◆ Brief ◆
Scan the listing for "Grove" and copy out each line that has it.

◆ Record extracts ◆
⟨
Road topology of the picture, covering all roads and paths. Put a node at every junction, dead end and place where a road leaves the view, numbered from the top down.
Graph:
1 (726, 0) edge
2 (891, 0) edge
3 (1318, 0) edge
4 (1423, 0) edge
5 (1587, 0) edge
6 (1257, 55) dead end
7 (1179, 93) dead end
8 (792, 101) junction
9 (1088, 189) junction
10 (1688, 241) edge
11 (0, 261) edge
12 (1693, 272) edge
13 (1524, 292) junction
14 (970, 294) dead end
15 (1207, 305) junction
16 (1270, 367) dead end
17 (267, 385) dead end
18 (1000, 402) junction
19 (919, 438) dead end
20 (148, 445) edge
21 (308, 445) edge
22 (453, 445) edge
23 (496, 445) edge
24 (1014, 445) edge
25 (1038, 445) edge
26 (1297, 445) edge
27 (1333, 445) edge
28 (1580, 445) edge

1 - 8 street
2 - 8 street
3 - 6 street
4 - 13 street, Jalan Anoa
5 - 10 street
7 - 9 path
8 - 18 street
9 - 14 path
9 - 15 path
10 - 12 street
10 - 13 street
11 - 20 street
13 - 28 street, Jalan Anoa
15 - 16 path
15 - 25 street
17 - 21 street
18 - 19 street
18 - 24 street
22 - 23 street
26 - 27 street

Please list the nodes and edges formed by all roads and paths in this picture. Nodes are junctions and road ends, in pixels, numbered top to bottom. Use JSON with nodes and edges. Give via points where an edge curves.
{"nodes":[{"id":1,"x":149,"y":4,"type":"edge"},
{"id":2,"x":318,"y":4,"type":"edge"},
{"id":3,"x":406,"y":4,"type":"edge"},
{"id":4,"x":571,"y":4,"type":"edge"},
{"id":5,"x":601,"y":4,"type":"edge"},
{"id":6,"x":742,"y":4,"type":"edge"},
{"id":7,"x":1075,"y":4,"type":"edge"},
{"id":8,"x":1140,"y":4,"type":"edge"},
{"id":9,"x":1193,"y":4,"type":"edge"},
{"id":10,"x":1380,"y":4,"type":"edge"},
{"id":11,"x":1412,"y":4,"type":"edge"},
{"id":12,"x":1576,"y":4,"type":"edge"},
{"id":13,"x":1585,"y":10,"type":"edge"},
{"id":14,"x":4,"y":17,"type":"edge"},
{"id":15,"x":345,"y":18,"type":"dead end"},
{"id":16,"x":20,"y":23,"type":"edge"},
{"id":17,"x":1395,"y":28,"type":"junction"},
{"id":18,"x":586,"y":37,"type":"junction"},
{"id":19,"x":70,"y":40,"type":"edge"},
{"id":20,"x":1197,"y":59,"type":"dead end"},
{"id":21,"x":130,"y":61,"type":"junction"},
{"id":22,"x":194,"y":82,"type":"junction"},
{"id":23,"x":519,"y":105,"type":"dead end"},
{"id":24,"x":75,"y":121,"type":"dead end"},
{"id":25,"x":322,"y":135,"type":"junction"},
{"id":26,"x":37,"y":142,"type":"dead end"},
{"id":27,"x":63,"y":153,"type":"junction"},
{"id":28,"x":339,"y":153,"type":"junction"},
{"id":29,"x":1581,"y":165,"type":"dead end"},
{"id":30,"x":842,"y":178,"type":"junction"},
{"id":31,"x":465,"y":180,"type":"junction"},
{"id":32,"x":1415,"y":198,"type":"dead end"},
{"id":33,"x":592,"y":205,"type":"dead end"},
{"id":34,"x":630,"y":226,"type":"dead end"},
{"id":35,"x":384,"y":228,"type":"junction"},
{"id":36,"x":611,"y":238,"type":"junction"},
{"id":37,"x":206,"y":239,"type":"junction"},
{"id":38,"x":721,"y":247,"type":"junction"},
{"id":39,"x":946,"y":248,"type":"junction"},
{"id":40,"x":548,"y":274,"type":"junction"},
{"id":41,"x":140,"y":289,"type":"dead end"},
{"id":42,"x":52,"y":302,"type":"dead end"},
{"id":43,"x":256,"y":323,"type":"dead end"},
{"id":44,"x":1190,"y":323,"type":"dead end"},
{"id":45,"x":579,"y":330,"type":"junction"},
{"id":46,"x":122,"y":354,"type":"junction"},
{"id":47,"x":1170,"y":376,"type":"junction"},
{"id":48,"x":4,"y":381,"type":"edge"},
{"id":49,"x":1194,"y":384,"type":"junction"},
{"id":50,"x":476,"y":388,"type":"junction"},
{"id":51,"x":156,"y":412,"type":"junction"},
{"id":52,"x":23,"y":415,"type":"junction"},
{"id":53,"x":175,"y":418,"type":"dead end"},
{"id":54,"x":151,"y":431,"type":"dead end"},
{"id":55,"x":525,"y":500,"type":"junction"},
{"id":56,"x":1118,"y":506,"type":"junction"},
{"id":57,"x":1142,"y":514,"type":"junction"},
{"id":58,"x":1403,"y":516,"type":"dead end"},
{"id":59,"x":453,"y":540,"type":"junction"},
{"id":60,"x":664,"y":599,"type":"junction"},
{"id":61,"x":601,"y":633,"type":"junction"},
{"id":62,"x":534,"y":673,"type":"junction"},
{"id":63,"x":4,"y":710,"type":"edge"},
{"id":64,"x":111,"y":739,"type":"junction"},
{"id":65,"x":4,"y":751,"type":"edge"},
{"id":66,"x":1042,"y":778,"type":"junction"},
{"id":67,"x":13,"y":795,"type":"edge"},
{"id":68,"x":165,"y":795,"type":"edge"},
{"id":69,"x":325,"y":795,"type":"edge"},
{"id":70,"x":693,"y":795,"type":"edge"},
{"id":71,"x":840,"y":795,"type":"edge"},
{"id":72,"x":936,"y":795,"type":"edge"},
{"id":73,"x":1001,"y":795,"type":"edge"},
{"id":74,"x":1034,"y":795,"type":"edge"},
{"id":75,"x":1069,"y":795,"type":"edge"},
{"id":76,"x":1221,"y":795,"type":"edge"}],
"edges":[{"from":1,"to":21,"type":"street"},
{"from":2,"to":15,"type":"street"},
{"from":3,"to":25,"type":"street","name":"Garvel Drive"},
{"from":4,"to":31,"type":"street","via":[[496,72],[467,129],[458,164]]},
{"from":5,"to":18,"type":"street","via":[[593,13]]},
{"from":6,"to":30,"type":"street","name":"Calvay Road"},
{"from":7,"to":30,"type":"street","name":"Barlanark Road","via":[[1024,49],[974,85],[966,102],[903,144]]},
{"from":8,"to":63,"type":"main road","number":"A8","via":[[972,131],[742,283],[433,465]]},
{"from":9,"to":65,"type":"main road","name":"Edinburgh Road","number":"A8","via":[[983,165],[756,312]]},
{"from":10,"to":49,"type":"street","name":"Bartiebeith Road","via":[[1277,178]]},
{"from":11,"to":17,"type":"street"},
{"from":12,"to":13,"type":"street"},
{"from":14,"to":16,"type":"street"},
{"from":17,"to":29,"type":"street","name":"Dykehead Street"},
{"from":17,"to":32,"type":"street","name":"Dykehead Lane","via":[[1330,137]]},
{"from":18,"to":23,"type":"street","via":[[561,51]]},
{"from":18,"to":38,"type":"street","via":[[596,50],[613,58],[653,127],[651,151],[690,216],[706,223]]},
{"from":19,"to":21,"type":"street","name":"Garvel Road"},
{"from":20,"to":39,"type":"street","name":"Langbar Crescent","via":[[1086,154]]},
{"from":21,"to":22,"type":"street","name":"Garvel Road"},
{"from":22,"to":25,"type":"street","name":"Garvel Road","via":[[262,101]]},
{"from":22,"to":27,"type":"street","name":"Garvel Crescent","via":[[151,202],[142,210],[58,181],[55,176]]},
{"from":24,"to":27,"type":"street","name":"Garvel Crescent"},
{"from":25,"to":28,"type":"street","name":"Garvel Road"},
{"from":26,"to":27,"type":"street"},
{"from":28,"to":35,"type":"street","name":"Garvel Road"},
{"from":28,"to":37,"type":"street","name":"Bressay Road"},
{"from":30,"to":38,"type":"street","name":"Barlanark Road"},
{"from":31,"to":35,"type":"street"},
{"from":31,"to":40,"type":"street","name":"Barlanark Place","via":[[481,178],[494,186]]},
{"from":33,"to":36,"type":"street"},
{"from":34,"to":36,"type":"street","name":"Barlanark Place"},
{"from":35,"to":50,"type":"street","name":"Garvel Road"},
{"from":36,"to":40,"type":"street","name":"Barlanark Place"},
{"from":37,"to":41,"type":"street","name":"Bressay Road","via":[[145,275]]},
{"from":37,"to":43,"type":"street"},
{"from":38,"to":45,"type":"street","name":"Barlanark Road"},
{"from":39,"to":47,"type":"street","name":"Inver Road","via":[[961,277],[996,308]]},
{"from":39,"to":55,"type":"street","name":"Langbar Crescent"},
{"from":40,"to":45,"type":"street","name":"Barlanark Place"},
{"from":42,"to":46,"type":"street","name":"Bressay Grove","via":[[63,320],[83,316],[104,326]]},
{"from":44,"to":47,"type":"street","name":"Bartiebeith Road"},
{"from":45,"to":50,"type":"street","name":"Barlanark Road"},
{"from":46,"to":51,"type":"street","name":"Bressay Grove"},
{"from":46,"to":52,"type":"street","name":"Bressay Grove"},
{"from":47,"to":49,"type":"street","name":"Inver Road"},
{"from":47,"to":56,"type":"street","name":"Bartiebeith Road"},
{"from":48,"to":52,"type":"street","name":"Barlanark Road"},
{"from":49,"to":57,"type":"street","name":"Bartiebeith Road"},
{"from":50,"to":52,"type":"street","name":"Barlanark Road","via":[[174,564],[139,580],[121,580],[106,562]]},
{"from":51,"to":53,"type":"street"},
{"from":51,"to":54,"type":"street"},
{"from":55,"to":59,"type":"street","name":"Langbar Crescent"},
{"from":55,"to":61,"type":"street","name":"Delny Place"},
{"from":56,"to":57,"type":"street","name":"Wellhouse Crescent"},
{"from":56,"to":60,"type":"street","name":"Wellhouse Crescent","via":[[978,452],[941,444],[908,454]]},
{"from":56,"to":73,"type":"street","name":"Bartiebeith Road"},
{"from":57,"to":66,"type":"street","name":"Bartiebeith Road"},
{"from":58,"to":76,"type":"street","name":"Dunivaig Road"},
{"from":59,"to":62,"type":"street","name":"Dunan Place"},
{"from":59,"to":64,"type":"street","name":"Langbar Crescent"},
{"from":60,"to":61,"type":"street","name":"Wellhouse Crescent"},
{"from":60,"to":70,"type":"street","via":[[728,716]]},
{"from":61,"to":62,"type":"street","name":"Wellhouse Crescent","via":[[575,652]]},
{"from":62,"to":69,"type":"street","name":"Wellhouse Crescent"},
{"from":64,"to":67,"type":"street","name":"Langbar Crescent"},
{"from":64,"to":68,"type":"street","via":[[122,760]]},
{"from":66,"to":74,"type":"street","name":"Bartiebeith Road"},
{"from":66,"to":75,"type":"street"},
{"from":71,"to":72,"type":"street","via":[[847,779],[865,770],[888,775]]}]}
⟩
◆ Reply ◆
{"from":42,"to":46,"type":"street","name":"Bressay Grove","via":[[63,320],[83,316],[104,326]]},
{"from":46,"to":51,"type":"street","name":"Bressay Grove"},
{"from":46,"to":52,"type":"street","name":"Bressay Grove"},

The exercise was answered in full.